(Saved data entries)
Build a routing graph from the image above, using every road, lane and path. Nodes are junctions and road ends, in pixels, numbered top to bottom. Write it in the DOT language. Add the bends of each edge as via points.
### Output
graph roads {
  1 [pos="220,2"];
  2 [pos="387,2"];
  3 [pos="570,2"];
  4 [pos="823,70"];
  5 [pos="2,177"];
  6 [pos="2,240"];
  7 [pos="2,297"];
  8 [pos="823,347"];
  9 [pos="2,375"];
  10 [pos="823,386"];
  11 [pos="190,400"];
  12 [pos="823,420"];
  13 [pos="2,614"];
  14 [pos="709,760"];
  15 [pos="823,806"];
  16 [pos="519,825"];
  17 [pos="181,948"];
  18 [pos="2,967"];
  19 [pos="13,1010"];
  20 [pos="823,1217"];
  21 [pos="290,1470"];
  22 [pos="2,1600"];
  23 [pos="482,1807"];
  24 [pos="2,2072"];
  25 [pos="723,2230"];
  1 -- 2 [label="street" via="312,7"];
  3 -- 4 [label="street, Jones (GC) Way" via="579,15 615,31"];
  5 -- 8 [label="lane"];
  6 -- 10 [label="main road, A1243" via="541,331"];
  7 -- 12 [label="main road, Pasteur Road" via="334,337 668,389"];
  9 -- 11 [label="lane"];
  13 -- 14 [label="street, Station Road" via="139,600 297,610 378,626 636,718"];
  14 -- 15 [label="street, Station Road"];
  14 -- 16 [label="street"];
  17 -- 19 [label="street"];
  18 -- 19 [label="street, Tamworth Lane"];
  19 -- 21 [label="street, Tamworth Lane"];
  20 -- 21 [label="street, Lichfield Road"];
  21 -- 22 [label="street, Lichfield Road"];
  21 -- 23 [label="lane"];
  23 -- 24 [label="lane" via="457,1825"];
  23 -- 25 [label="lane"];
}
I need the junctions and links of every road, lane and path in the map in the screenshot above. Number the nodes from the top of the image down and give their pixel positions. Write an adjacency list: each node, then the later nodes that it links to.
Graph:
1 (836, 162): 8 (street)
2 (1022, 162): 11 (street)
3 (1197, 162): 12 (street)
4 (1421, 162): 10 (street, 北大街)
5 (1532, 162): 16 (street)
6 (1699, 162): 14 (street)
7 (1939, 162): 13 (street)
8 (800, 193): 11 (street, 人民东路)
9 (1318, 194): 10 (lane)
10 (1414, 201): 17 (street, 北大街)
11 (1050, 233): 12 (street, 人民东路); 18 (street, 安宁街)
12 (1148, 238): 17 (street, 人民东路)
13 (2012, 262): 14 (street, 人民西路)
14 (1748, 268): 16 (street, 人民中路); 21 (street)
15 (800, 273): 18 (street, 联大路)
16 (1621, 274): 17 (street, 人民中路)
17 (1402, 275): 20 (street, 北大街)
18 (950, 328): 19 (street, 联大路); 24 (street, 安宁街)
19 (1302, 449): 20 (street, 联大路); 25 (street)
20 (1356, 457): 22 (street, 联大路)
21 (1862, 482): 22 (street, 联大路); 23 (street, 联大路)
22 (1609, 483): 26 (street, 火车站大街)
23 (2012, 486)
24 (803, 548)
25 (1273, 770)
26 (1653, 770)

** What you should do **
Retype the records above in full, exactly as they appear.

** Your solution **
Build a routing graph from the image above, using every road, lane and path. Nodes are junctions and road ends, in pixels, numbered top to bottom. Write it in the DOT language. Add the bends of each edge as via points.
### Output
graph roads {
  1 [pos="220,2"];
  2 [pos="387,2"];
  3 [pos="570,2"];
  4 [pos="823,70"];
  5 [pos="2,177"];
  6 [pos="2,240"];
  7 [pos="2,297"];
  8 [pos="823,347"];
  9 [pos="2,375"];
  10 [pos="823,386"];
  11 [pos="190,400"];
  12 [pos="823,420"];
  13 [pos="2,614"];
  14 [pos="709,760"];
  15 [pos="823,806"];
  16 [pos="519,825"];
  17 [pos="181,948"];
  18 [pos="2,967"];
  19 [pos="13,1010"];
  20 [pos="823,1217"];
  21 [pos="290,1470"];
  22 [pos="2,1600"];
  23 [pos="482,1807"];
  24 [pos="2,2072"];
  25 [pos="723,2230"];
  1 -- 2 [label="street" via="312,7"];
  3 -- 4 [label="street, Jones (GC) Way" via="579,15 615,31"];
  5 -- 8 [label="lane"];
  6 -- 10 [label="main road, A1243" via="541,331"];
  7 -- 12 [label="main road, Pasteur Road" via="334,337 668,389"];
  9 -- 11 [label="lane"];
  13 -- 14 [label="street, Station Road" via="139,600 297,610 378,626 636,718"];
  14 -- 15 [label="street, Station Road"];
  14 -- 16 [label="street"];
  17 -- 19 [label="street"];
  18 -- 19 [label="street, Tamworth Lane"];
  19 -- 21 [label="street, Tamworth Lane"];
  20 -- 21 [label="street, Lichfield Road"];
  21 -- 22 [label="street, Lichfield Road"];
  21 -- 23 [label="lane"];
  23 -- 24 [label="lane" via="457,1825"];
  23 -- 25 [label="lane"];
}
I need the junctions and links of every road, lane and path in the map in the screenshot above. Number the nodes from the top of the image down and give their pixel positions. Write an adjacency list: each node, then the later nodes that it links to.
Graph:
1 (836, 162): 8 (street)
2 (1022, 162): 11 (street)
3 (1197, 162): 12 (street)
4 (1421, 162): 10 (street, 北大街)
5 (1532, 162): 16 (street)
6 (1699, 162): 14 (street)
7 (1939, 162): 13 (street)
8 (800, 193): 11 (street, 人民东路)
9 (1318, 194): 10 (lane)
10 (1414, 201): 17 (street, 北大街)
11 (1050, 233): 12 (street, 人民东路); 18 (street, 安宁街)
12 (1148, 238): 17 (street, 人民东路)
13 (2012, 262): 14 (street, 人民西路)
14 (1748, 268): 16 (street, 人民中路); 21 (street)
15 (800, 273): 18 (street, 联大路)
16 (1621, 274): 17 (street, 人民中路)
17 (1402, 275): 20 (street, 北大街)
18 (950, 328): 19 (street, 联大路); 24 (street, 安宁街)
19 (1302, 449): 20 (street, 联大路); 25 (street)
20 (1356, 457): 22 (street, 联大路)
21 (1862, 482): 22 (street, 联大路); 23 (street, 联大路)
22 (1609, 483): 26 (street, 火车站大街)
23 (2012, 486)
24 (803, 548)
25 (1273, 770)
26 (1653, 770)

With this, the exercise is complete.